Studio album by The International Tussler Society
- Released: September 2004
- Recorded: winter/spring 2004
- Genre: Country rock
- Length: 50:05
- Label: Stickman Records
- Producer: The International Tussler Society

The International Tussler Society chronology
| The Tussler - Original Motion Picture Soundtrack (1994) | Motorpsycho presents The International Tussler Society (2004) |  |

Motorpsycho full chronology
| In the Fishtank 10 (2003) | Motorpsycho Presents The International Tussler Society (2004) | Black Hole/Blank Canvas (2006) |

= Motorpsycho Presents The International Tussler Society =

Motorpsycho presents The International Tussler Society is an album by The International Tussler Society. It was released on CD and double vinyl, both editions came with a bonus DVD featuring a documentary about the recording process of the album, made by local director Frode Dreier. Also featured was the promotional video for "Satan's favourite Son". This song and "Laila Lou" were also given to radio stations as promo singles, but not released publicly.
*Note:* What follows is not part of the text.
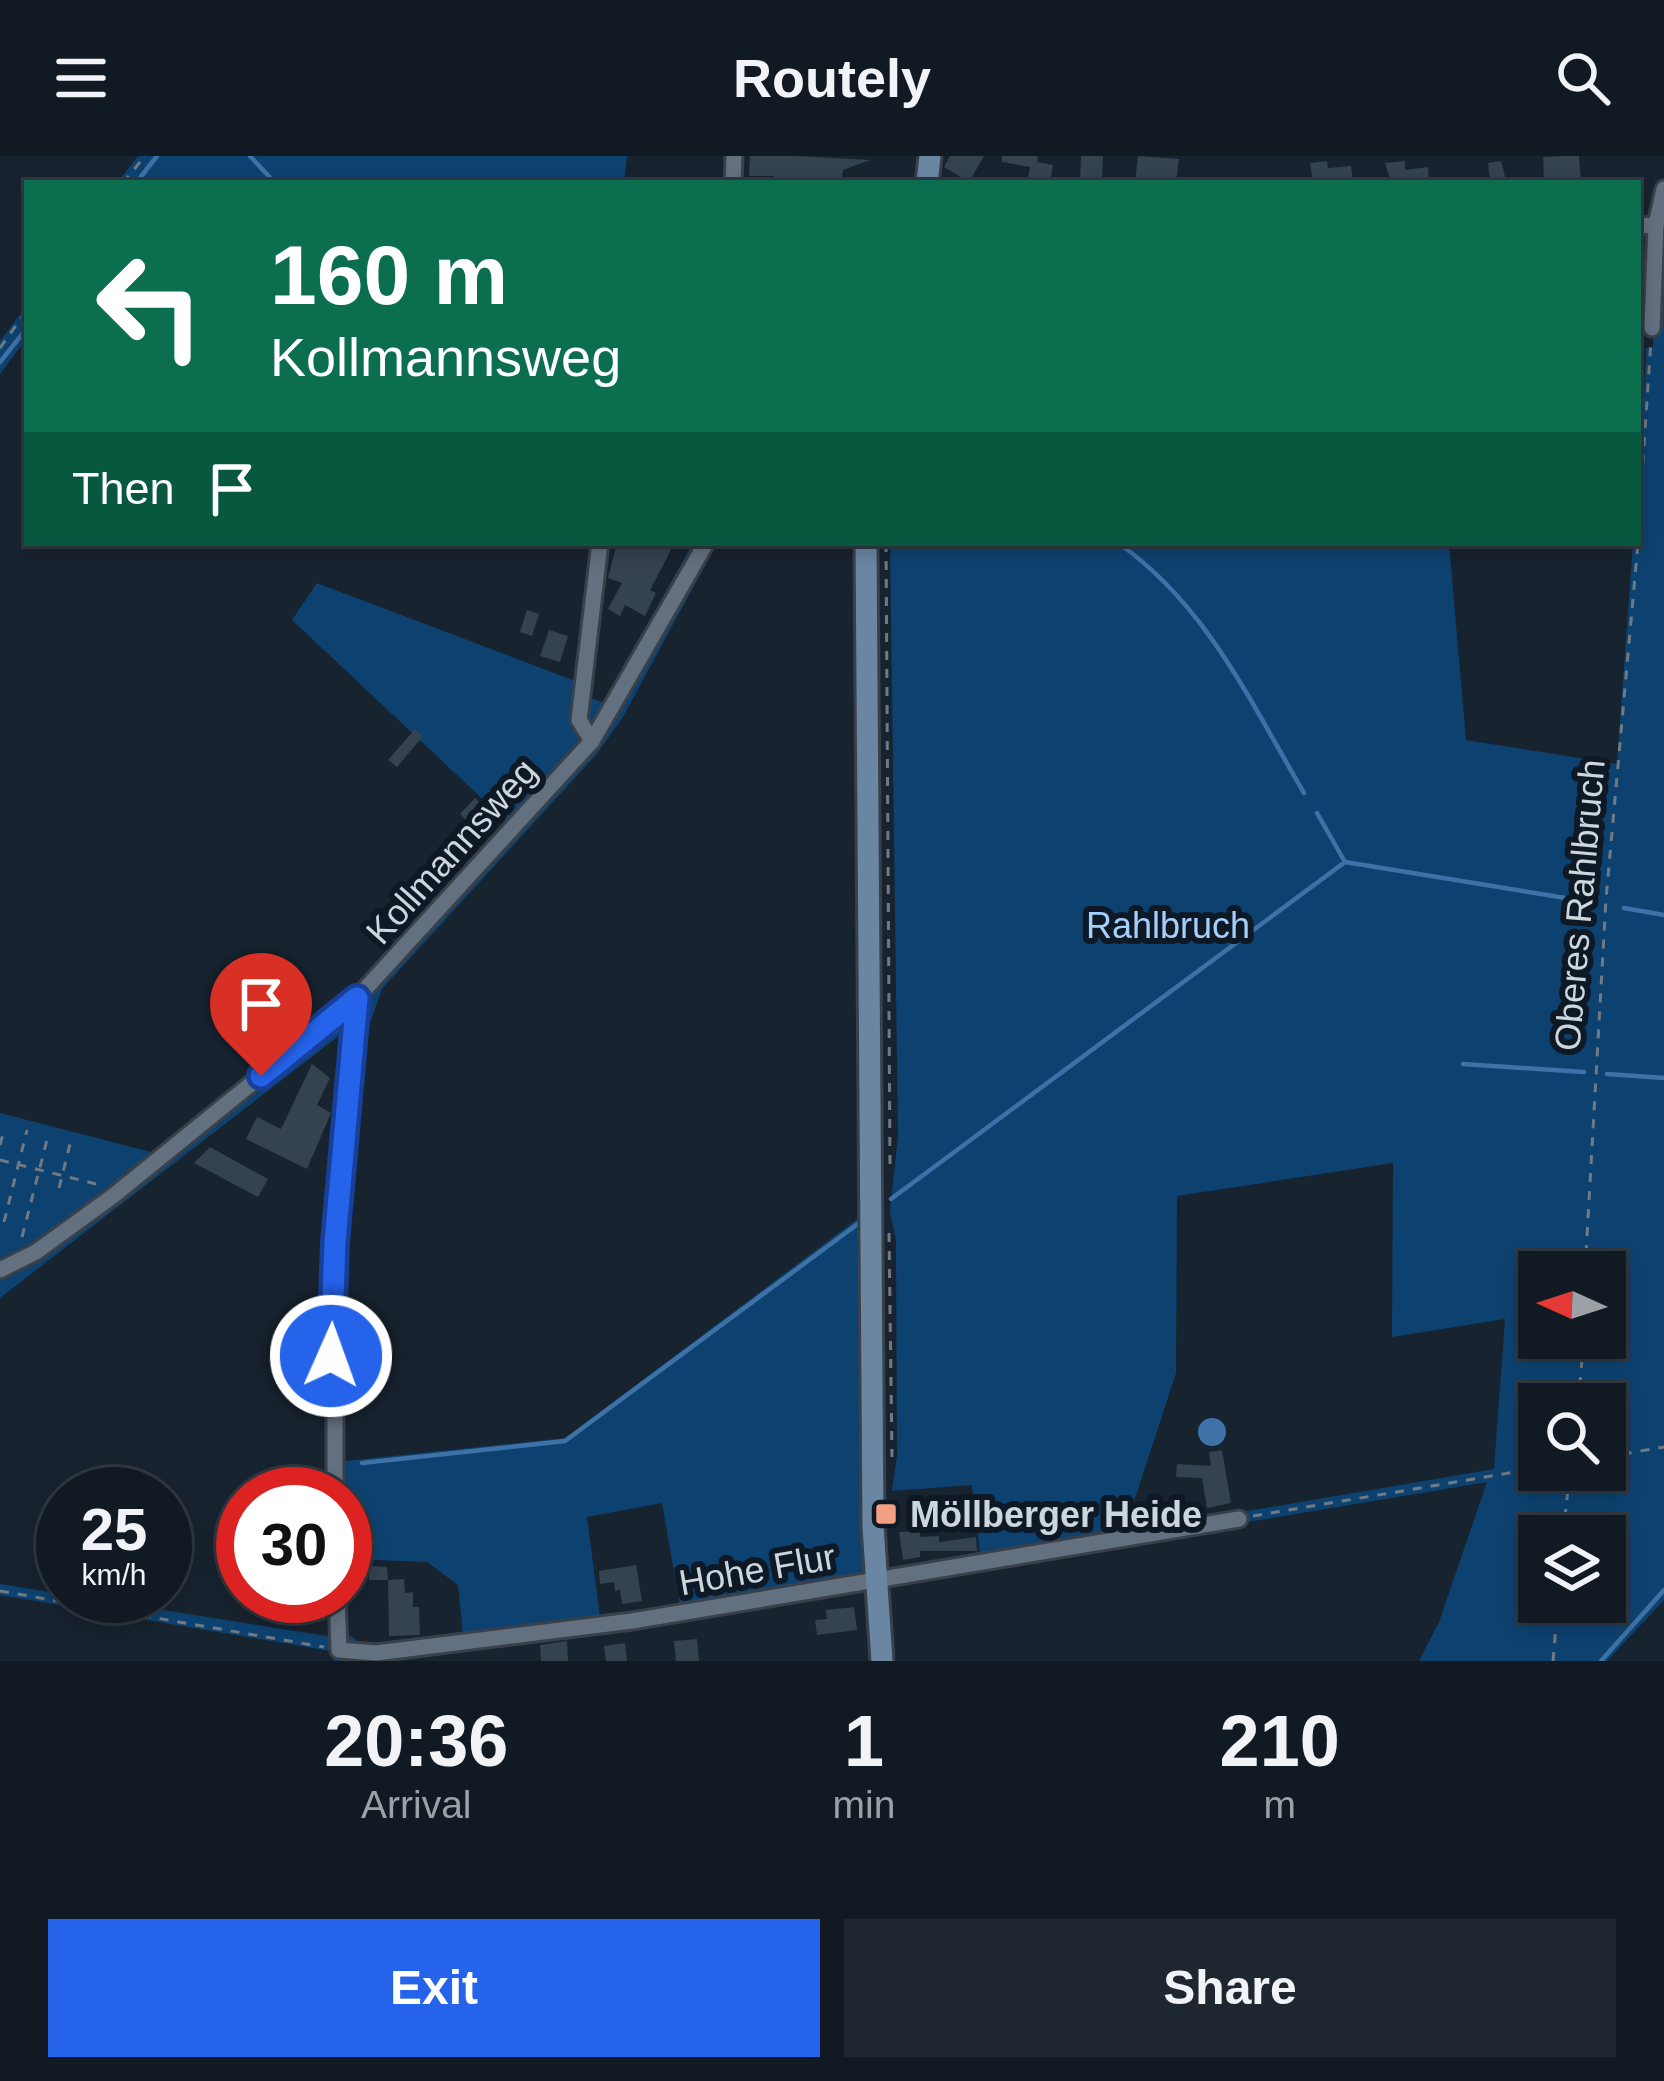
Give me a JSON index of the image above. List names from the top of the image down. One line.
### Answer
{"streets":{"street":["Kollmannsweg","Hohe Flur"],"path":["Oberes Rahlbruch"]},"parks":["Rahlbruch"],"places":{"transit":["Möllberger Heide"]},"north":"left","page":{"header":"Routely","turn":["160 m","Kollmannsweg"],"then":"Then","speed":"25 km/h","limit":"30","eta":["20:36","Arrival","1","min","210","m"],"buttons":["Exit","Share"]}}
To promote the album, the band toured Europe in fall 2004.

Professional ratings
Review scores
| Source | Rating |
| The Independent | Star |

==Track listing==

- Vinyl edition
- Side A: 1-4
- Side B: 5-9
- Side C: 10-12
- Side D: etching by Doc Wör Mirran

| No. | Title | Writer(s) | Length |
|---|---|---|---|
| 1. | "Highway Zen" |  | 3:58 |
| 2. | "That Ol' White Line" | Lars Lien, Sæther | 3:12 |
| 3. | "The West Ain't What It Used to Be" |  | 5:05 |
| 4. | "September" | Lien, Sæther | 4:49 |
| 5. | "Satan's Favourite Son" |  | 3:55 |
| 6. | "Laila Lou" |  | 3:41 |
| 7. | "Back in Your Bed" |  | 3:41 |
| 8. | "When We Were One" |  | 2:06 |
| 9. | "Shitbox Ford" |  | 3:06 |
| 10. | "Morning Rain" | Håkon Gebhardt, Mark Gregory | 5:08 |
| 11. | "The Skies Are Full of ...Wine?" | Gebhardt, Sæther | 4:57 |
| 12. | "Cassie (Call on Me)" |  | 6:25 |

==Personnel==
- Barry "Space" Hillien (Lars Lien) – lead vocal (1–8, 12), keyboards, backing vocals
- Kjell "K.K." Karlsen – pedal steel guitar, backing vocals; lead vocal (9)
- Duellin' Flint Gebhardt (Håkon Gebhardt) – banjo, guitars, backing vocals; lead vocal (10)
- Chickenshakin' Lolly Hanks Jr. (Morten Fagervik) – drums, percussion; bass (8)
- Ringo "Fire" Karlsen, a.k.a. The Kid (Even Granås) – drums, percussion, acoustic guitar, backing vocals
- Snakebite Ryan (Hans Magnus Ryan) – electric & acoustic guitars, mandolin, backing vocals
- Charlie Bob Bent (Bent Sæther) – bass, acoustic & electric guitars, percussion, backing vocals; drums (5), lead vocal (11)
- Laila Lou Hillien (Lars Lien's dog) – good vibes and vocals (6)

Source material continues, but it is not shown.